#### [Exercise inputs]
+ + + + +

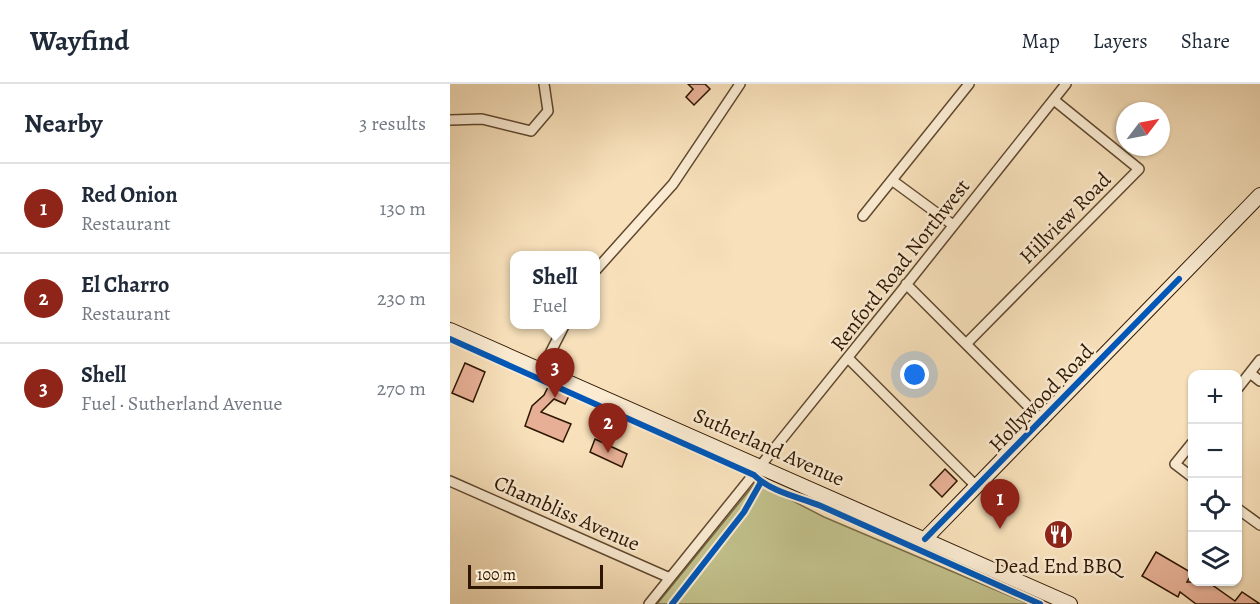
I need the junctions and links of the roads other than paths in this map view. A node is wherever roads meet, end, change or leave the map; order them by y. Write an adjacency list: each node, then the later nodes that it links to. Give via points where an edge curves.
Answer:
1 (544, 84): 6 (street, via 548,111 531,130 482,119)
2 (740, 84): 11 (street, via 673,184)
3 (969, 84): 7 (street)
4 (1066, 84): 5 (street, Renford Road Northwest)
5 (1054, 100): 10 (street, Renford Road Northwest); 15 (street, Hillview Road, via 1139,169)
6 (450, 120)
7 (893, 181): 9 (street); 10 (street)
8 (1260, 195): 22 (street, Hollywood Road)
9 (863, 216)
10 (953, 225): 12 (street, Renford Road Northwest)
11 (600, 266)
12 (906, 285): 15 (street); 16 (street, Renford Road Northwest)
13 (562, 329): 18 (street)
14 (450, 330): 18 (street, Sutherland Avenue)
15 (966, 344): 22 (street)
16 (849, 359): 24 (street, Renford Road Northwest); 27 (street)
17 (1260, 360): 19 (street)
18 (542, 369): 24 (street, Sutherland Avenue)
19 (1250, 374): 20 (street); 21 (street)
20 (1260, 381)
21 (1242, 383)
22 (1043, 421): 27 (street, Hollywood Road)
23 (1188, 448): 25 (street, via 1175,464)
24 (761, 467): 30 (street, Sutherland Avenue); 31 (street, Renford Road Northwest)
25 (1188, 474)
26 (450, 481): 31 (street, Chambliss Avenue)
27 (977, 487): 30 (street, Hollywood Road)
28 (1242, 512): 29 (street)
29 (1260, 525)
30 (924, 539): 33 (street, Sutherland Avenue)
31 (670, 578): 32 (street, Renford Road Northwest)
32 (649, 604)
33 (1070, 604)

+ + + + +

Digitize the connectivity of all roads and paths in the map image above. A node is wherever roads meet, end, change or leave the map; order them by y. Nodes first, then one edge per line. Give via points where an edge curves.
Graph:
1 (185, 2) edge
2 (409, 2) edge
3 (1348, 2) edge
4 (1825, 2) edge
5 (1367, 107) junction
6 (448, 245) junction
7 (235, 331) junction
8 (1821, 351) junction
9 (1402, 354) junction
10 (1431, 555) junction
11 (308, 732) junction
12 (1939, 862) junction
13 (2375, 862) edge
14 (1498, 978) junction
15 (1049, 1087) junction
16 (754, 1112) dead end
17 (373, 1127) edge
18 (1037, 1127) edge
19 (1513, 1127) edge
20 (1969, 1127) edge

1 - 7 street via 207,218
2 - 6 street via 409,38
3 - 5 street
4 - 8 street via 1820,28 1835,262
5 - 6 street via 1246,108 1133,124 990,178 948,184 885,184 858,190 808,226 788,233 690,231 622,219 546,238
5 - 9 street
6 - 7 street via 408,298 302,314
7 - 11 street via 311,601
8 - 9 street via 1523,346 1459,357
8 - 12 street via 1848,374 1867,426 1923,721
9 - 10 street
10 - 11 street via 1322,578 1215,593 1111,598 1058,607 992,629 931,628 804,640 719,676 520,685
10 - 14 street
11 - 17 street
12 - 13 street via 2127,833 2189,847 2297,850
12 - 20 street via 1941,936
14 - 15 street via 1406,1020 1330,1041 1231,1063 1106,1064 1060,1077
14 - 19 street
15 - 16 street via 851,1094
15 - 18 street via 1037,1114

+ + + + +

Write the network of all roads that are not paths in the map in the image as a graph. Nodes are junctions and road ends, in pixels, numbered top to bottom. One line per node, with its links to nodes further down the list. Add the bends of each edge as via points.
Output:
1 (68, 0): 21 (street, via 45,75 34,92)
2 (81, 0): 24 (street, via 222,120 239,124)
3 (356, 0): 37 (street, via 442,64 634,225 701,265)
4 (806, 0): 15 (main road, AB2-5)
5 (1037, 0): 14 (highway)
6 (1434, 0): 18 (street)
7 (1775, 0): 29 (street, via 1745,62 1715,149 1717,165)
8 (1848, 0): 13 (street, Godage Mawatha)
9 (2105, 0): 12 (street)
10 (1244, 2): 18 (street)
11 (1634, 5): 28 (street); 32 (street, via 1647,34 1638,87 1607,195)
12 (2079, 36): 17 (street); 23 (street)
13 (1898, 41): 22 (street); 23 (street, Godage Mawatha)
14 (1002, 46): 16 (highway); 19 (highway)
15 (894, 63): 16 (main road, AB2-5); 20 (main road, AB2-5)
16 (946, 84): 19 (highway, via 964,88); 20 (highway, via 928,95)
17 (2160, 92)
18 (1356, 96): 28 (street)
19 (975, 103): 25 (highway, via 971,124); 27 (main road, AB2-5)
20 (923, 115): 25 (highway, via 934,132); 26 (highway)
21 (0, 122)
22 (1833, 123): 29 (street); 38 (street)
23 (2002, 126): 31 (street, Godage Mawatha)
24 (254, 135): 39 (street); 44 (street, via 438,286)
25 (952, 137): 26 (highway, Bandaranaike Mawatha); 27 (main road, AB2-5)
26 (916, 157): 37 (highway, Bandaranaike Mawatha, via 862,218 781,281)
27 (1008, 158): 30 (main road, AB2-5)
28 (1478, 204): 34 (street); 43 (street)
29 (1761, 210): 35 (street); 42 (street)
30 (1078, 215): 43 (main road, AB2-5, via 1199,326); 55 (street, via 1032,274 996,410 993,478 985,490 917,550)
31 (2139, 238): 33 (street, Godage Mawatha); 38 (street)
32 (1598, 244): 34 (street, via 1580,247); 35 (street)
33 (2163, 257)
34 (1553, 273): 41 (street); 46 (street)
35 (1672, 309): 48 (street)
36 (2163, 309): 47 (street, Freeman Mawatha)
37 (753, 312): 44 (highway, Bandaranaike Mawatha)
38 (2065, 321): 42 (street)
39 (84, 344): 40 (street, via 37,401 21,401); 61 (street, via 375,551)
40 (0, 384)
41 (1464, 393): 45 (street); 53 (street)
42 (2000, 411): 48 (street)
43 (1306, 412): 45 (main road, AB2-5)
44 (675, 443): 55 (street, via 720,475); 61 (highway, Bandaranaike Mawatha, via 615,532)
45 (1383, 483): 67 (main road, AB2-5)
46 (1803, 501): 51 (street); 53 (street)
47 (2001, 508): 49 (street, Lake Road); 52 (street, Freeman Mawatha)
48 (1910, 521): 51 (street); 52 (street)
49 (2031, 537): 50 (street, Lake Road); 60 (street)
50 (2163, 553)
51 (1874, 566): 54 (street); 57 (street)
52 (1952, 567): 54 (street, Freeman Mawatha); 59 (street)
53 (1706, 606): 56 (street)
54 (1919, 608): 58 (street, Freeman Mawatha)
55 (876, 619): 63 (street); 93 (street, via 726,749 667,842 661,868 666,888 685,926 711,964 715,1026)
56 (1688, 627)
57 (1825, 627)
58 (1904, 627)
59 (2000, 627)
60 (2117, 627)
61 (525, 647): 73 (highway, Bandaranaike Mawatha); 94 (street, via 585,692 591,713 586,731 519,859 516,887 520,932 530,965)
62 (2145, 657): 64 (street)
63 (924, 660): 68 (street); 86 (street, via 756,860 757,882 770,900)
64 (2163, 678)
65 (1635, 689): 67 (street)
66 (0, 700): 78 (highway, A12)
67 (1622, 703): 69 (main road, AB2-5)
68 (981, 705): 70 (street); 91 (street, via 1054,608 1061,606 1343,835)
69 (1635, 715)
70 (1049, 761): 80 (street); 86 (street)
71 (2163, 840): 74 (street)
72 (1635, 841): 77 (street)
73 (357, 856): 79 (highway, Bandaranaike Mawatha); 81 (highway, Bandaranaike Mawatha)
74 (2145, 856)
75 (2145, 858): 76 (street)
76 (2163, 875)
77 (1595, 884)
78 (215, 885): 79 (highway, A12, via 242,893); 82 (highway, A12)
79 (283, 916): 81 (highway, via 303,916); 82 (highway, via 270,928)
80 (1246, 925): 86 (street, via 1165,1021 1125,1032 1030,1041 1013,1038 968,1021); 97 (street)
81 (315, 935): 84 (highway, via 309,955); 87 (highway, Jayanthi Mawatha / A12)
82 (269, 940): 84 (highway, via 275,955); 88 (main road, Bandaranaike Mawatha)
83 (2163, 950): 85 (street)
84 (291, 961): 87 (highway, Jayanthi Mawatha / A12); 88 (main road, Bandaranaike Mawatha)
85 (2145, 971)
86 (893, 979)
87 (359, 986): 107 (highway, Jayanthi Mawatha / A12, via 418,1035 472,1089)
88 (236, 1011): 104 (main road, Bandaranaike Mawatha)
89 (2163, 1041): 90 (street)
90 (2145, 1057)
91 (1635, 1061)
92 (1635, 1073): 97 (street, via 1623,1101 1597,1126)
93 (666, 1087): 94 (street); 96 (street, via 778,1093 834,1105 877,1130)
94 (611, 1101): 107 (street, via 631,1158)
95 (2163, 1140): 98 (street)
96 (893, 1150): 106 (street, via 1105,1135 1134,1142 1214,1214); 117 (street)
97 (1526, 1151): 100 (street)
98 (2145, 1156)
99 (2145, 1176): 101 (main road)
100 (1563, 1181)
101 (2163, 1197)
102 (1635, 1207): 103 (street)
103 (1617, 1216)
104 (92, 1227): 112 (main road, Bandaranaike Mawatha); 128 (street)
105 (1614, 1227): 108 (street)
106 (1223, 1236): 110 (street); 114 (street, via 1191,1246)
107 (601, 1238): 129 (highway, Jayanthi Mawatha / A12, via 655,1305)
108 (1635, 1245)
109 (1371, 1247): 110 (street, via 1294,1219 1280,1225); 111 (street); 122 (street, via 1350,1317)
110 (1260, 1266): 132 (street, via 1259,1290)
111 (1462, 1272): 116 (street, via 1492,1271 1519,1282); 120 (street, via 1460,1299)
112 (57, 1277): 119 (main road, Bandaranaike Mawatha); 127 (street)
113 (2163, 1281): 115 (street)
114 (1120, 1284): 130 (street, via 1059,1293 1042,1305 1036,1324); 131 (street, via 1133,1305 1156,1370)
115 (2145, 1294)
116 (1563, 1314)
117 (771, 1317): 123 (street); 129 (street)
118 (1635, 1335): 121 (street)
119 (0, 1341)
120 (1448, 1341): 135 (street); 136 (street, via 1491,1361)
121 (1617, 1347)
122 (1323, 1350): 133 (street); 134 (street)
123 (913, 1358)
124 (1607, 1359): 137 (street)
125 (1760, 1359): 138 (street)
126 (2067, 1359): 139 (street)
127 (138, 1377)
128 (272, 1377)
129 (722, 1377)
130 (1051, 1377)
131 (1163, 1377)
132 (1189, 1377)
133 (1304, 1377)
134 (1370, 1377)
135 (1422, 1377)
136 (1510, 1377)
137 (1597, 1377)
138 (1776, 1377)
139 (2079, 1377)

+ + + + +

Within the listing above, find every line containing the string "junctions" and return it.

#### [Exercise result]
I need the junctions and links of the roads other than paths in this map view. A node is wherever roads meet, end, change or leave the map; order them by y. Write an adjacency list: each node, then the later nodes that it links to. Give via points where an edge curves.
Write the network of all roads that are not paths in the map in the image as a graph. Nodes are junctions and road ends, in pixels, numbered top to bottom. One line per node, with its links to nodes further down the list. Add the bends of each edge as via points.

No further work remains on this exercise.